To make informed decisions, drivers must actively scan their entire driving environment to collect information.  Look as far ahead as you can see, then watch the road surface in front of you. Check your mirrors for changes in traffic. Observe what the car three or four vehicles ahead is doing. Watch the ditches. Select and use relevant information. The patch of black ice, the wafting snowflakes, the curve ahead, and the oncoming bus all matter.  The lovely sunset, the sale at the mall and your smart phone don’t.

Equally critical components of the driving environment – ones that are far more variable and often figure in crashes – are other vehicles, other drivers, and surprises. Driving for conditions includes the chance that a pedestrian, plough truck or moose may suddenly appear before you. Your behaviours must acknowledge other traffic, and allow for the possibility that the other vehicle might not have proper winter tires, and might be operated by a fatigued or inexperienced driver.

The Driver

The third element – the part that ties it all together – is the driver. The driver’s role is to use the information they gather to decide what actions to take, and provide the reflexes and motor skills to operate vehicle controls.

Many factors influence a driver’s capacity to make prompt, correct decisions, and their ability to execute quick, effective responses. Use the table below to conduct an honest self-assessment. How often, and to what extent, do these factors influence your driving behaviours?

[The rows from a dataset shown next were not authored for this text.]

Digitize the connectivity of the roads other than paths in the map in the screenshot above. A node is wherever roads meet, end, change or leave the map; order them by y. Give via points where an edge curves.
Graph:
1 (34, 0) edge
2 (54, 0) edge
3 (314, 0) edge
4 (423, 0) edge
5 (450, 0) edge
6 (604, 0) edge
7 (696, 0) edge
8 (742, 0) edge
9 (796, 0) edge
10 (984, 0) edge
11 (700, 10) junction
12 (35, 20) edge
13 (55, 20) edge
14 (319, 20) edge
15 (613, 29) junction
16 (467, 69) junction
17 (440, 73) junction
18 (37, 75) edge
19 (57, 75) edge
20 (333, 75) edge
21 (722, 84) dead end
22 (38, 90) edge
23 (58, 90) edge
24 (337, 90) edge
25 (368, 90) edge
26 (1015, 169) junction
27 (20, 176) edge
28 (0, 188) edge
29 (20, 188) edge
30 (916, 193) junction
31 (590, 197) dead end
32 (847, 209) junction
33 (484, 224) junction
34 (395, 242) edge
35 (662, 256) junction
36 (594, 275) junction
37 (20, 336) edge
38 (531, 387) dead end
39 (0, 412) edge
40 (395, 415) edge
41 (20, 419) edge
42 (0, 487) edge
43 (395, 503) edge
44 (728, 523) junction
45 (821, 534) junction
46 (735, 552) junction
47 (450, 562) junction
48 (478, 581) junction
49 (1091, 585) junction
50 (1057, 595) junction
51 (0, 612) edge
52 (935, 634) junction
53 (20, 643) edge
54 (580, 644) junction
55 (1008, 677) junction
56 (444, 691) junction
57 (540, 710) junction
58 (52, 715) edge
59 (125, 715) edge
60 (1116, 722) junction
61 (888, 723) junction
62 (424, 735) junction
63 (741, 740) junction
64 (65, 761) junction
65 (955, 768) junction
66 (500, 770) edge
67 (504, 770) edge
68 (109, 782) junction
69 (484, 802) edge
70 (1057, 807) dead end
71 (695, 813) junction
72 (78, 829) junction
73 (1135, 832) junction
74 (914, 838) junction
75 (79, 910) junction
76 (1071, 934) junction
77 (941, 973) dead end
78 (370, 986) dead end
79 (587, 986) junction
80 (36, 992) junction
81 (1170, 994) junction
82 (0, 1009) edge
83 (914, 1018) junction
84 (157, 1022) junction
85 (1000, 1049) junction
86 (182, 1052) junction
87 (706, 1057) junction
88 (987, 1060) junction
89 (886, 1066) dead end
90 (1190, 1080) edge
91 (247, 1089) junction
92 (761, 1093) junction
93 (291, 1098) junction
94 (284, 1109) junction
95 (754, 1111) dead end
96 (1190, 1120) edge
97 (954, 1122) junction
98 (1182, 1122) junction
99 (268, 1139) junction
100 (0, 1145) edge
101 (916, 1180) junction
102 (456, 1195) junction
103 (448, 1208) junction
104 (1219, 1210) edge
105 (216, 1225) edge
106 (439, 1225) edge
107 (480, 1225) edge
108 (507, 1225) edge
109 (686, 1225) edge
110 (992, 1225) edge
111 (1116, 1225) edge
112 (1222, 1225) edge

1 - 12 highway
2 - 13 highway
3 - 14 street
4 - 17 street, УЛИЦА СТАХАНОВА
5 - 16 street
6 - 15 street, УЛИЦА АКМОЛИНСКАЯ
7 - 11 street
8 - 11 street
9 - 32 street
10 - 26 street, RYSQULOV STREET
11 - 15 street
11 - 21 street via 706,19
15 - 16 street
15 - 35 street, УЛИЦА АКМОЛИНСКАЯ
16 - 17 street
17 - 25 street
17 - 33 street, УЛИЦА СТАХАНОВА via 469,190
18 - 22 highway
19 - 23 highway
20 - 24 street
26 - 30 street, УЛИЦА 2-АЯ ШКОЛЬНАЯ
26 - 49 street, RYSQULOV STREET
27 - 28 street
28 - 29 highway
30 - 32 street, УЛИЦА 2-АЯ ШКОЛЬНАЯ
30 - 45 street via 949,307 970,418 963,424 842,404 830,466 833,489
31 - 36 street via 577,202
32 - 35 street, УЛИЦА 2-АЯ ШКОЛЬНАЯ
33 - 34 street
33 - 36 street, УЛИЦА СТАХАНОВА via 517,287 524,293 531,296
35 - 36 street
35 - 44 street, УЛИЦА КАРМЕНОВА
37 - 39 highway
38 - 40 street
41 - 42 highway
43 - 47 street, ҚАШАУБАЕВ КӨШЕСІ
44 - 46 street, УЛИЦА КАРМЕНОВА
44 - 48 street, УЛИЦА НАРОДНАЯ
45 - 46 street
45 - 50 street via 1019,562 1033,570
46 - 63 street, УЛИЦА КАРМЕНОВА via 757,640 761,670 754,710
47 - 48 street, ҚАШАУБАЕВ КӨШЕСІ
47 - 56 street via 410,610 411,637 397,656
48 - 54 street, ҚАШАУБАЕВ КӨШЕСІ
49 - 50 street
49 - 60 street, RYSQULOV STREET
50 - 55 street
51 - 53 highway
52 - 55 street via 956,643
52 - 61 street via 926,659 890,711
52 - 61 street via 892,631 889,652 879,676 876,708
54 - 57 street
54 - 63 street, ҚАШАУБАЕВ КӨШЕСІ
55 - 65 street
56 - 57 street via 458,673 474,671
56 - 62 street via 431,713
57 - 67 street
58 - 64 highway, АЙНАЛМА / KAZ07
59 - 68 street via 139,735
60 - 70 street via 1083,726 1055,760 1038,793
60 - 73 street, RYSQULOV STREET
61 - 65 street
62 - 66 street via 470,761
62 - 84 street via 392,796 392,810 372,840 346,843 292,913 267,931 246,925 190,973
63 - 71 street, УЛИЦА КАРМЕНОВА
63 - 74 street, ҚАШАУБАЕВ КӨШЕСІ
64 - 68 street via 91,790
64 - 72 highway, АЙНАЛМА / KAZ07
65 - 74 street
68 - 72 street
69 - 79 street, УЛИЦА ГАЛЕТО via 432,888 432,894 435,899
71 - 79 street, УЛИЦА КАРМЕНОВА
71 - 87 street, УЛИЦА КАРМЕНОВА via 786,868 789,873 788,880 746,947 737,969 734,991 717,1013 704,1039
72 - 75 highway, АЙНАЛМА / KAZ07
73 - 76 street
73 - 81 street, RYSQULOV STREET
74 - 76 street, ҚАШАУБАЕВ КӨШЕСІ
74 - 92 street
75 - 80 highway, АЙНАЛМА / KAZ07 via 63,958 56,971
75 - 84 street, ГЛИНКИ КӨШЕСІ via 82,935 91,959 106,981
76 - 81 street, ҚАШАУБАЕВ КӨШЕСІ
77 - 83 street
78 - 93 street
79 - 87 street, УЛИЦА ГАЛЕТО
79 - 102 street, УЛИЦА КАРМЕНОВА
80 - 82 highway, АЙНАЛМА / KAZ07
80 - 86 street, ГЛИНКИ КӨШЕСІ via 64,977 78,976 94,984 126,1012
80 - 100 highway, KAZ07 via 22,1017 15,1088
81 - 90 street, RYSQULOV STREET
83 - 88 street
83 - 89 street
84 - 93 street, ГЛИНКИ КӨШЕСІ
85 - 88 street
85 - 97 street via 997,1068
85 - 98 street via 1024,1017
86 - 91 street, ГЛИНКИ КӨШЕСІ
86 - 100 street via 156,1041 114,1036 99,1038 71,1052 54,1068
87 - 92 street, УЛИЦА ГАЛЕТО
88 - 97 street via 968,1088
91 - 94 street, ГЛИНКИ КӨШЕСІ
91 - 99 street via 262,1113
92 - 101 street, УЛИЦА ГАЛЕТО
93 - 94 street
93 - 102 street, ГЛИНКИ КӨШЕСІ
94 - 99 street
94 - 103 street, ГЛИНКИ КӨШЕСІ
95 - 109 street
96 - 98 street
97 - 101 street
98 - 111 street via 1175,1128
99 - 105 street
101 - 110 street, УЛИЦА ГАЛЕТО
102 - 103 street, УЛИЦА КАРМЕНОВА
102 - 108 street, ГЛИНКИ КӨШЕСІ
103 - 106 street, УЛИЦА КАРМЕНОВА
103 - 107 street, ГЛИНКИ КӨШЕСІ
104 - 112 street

Factors that support correct decisions, and quick reaction times

  • Driving experience
  • Well-rested and alert
  • Patience
  • Expectation / anticipation
  • Proper hydration and diet
  • Physical / mental fitness 

Factors that contribute to poor decisions, and slower reaction times

  • Over-confidence / complacency
  • Fatigue or other impairment
  • Aggressive attitude
  • Cognitive load – driving distractions, “things on your mind”
  • Declining vision, reduced visibility

Driving for conditions recognizes your state of mind, your skills and your limitations.

Driving is a complex activity. Yet, driving for conditions can be boiled down to being prepared with a road-worthy vehicle, looking for and paying attention to important cues in your entire driving environment, choosing a speed that’s right for you and your vehicle in those conditions, and watching out for the other guy.